PROBLEM TO SOLVE →
When the string "name" occurs in a line of the records, show that line.

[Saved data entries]
+++
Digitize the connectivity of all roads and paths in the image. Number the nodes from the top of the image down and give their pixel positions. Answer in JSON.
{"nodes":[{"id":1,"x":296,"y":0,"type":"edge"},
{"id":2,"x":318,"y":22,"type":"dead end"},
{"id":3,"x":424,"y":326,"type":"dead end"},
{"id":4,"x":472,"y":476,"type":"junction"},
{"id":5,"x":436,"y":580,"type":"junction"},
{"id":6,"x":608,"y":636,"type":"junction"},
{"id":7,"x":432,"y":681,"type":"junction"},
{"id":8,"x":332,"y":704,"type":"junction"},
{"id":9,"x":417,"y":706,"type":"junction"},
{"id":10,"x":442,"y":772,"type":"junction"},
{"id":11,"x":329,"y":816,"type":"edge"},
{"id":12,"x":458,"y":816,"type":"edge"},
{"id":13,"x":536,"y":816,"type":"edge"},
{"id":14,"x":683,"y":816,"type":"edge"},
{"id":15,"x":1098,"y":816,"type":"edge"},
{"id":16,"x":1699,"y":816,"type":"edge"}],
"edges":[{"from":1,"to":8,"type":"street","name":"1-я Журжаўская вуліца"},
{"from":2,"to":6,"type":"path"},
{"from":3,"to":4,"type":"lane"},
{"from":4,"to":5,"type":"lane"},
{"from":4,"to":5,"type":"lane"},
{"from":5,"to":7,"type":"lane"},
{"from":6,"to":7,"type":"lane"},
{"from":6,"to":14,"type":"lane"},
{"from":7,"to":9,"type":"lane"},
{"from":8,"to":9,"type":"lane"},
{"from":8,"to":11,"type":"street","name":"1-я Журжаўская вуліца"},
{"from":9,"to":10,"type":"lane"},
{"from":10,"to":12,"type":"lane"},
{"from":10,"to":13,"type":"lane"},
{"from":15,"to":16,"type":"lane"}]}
+++
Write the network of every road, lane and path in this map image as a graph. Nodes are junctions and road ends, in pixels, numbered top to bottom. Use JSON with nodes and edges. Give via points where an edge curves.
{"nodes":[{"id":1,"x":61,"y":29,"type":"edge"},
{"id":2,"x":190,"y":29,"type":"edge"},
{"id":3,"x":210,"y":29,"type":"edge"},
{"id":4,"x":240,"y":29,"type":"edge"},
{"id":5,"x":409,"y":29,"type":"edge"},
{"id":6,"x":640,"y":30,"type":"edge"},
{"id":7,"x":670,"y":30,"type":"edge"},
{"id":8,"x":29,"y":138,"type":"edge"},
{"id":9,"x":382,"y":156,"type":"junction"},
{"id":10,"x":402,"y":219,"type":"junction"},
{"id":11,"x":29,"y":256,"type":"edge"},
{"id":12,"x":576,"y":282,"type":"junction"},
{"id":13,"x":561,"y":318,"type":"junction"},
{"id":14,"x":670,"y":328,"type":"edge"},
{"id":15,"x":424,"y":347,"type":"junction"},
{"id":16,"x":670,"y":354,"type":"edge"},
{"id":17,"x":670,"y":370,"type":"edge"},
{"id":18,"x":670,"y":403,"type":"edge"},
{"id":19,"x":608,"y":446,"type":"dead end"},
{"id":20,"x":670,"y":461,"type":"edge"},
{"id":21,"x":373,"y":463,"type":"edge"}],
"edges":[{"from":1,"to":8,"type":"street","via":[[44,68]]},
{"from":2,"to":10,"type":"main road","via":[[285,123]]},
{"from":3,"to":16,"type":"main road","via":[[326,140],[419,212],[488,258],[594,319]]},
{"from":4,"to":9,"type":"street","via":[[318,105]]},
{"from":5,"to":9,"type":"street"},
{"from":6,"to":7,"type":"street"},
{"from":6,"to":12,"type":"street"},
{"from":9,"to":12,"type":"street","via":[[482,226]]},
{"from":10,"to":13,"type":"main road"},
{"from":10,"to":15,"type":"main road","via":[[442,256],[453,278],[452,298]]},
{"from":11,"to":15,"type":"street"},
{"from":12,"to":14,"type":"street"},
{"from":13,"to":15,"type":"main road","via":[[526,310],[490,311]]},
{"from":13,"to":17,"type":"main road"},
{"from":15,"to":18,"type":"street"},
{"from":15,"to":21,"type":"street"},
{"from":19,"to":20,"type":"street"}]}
+++
ANSWER SECTION →
"edges":[{"from":1,"to":8,"type":"street","name":"1-я Журжаўская вуліца"},
{"from":8,"to":11,"type":"street","name":"1-я Журжаўская вуліца"},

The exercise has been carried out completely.